Food: is it Important in our Memories of Family and Parish?

On my way back from a recent Growing Old Gracefully related meeting I serendipitously listened to a Radio 4 Food programme called: “What’s so Special about the Food our Grandmothers Cook?” It recounted some of the tasty and not so tasty meals grandchildren had experienced from grandmothers. The programme reflected the diversity of food: Italian grandmothers cooking fresh pasta every day and a Colombian elder talking about a traditional soup learned from another older woman many years ago. These were both traditional recipes that these women were passing on to others.

It got me thinking: What are our traditional recipes? And do those of us grandparents pass on recipes to future generations? In my family it is more likely grandfathers passing on recipes as my children (now adult) remember the food their grandfather cooked when we went to stay. He was the main cook and his roasts, lasagne, shepherd’s pie and trifles were enjoyed by all of us!

We are a multicultural society and many of us now eat a range of international foods. In our family we may eat a traditional “roast and two veg.” and apple crumble. We also love curry, tandoori, jerk chicken, pasta and pizza. Some of the family are vegan. I was born in Scotland and the next generation of my own family are of Indian, African, Colombian, as well as English and Scottish origin and those cuisines are now part of our family tradition. One of my daughter’s in law wouldn’t forgive me if I didn’t mention her Cornish background. My Yorkshire son–in-law’s signature dish is a seafood paella. He and my sons and daughter are all good cooks.

This programme was about the nurturing influence of grandmothers through their cooking. I only had one grandparent living when I was born and when I was a child she was a widow living with an aunt. Meals were very formal and as young children when we went to stay, (we lived in Scotland and she was in Kent), we were discouraged by my great great aunt from talking at meals unless spoken to. I slept in a little bed in Granny’s room and my favourite time was during her late night cup of tea I would wake up and be offered a biscuit and travel sweet from a tin. Luxury! And this was my talking time with Granny. So it was not her cooking I recalled, ( which apparently was limited, as is mine) but those sweets, and the other treats like going daily to a cafe for lemonade and a cake. With my own limited culinary talent it is more likely the trips out to eat that my grandchildren may remember: pizza and icecreams! It became a tradition while our cheap, local, much loved French Bistro was open that we took our sons,daughters and grandchildren out for supper on Christmas Eve. And in January I take them to the local pantomime with bags of sweets and ice creams.This has become part of our tradition.

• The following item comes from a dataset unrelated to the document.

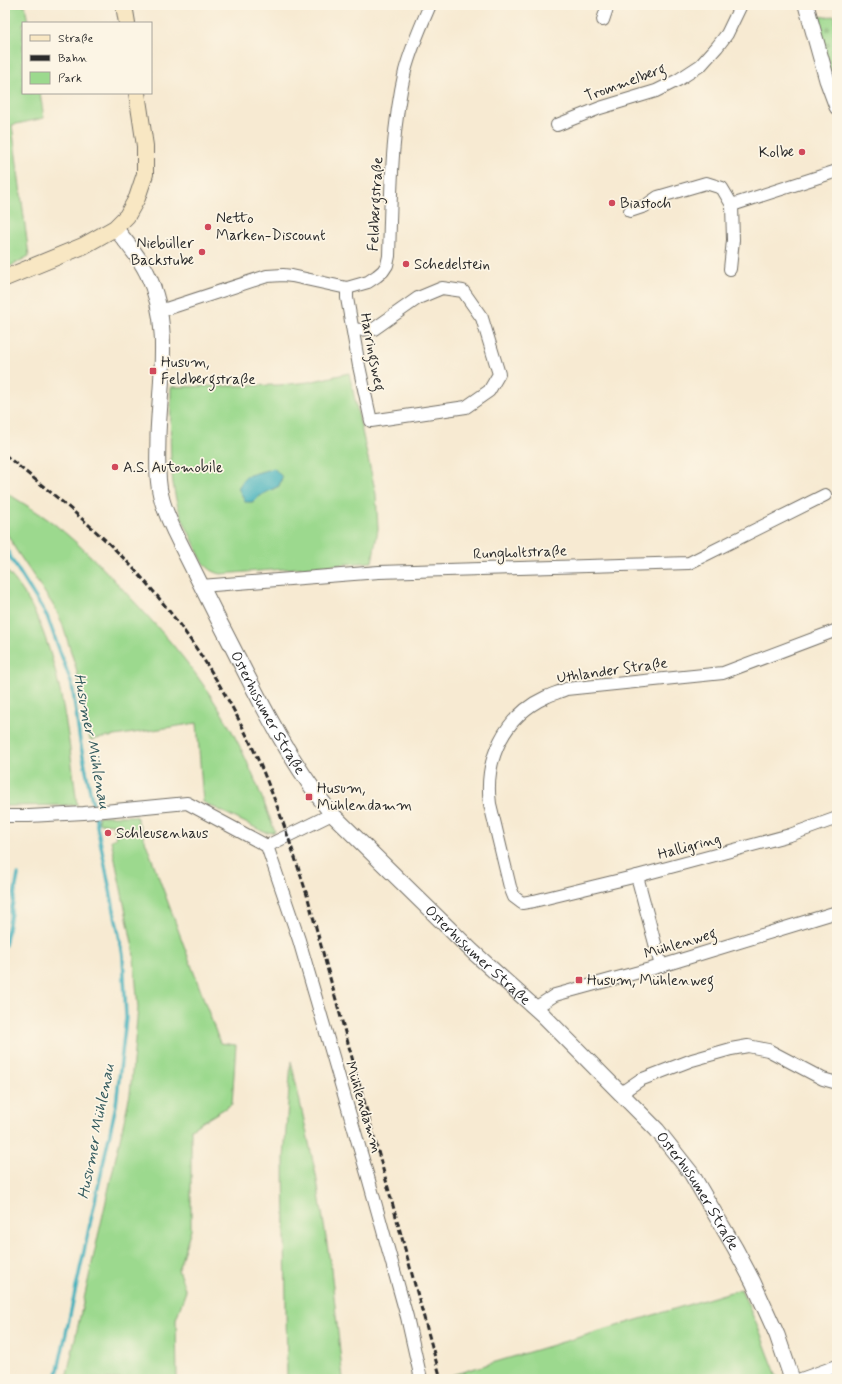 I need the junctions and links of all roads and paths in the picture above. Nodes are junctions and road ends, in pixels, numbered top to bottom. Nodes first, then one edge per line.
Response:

I know of one grandmother who has extended family round once a week for an evening meal. I am full of admiration. Her husband with dementia is now in a care home and she goes every evening to feed him his evening meal. Food has always played an important social part in their lives.

Food in parishes is important. The Eucharist is the centre of Catholic life. Food in the parish hall is another important way parishioners meet each other and preserve and build on parish relationships. In our parish tea and coffee after Sunday Mass is attended by 30 or 40 parishioners regularly. It is (hopefully) a welcoming place for new parishioners and a social occasion for all ages keeping in touch with each other in the parish, particularly important as we no longer have our own parish priest and share with a larger neighbouring parish. Our parish hold an annual Seder (Passover) Meal. Every year large numbers of people from our and other churches meet to celebrate the Passover Meal, eating the traditional foods and drink of our Jewish sisters and brothers after we listen to the Readings they use about the Passover from the Old Teastament. At Pentecost we have a tradition of sharing food after Mass: traditional recipes from the countries from which our diverse congregation originally come. We have Indian samosas and sweets, Sri Lankan fishcakes, Portuguese soup, French quiche, Italian and Polish cake, English scones and many other dishes: a wonderful communal way to celebrate our diversity at Pentecost.

So, food is important in families and parishes: culinary traditions whether they are home cooked, trips to cafes and restaurants, or family trips to pantomimes or other foody treats. Parish meals and weekly cups of tea and biscuits in the parish hall are also key in forming and nourishing the life of parish communities.

I enjoyed the Radio 4 programme but I have to confess I didn’t hear it all…I was too busy reminiscing on what was special about the food experiences in my own family and parish. What are your family and food traditions?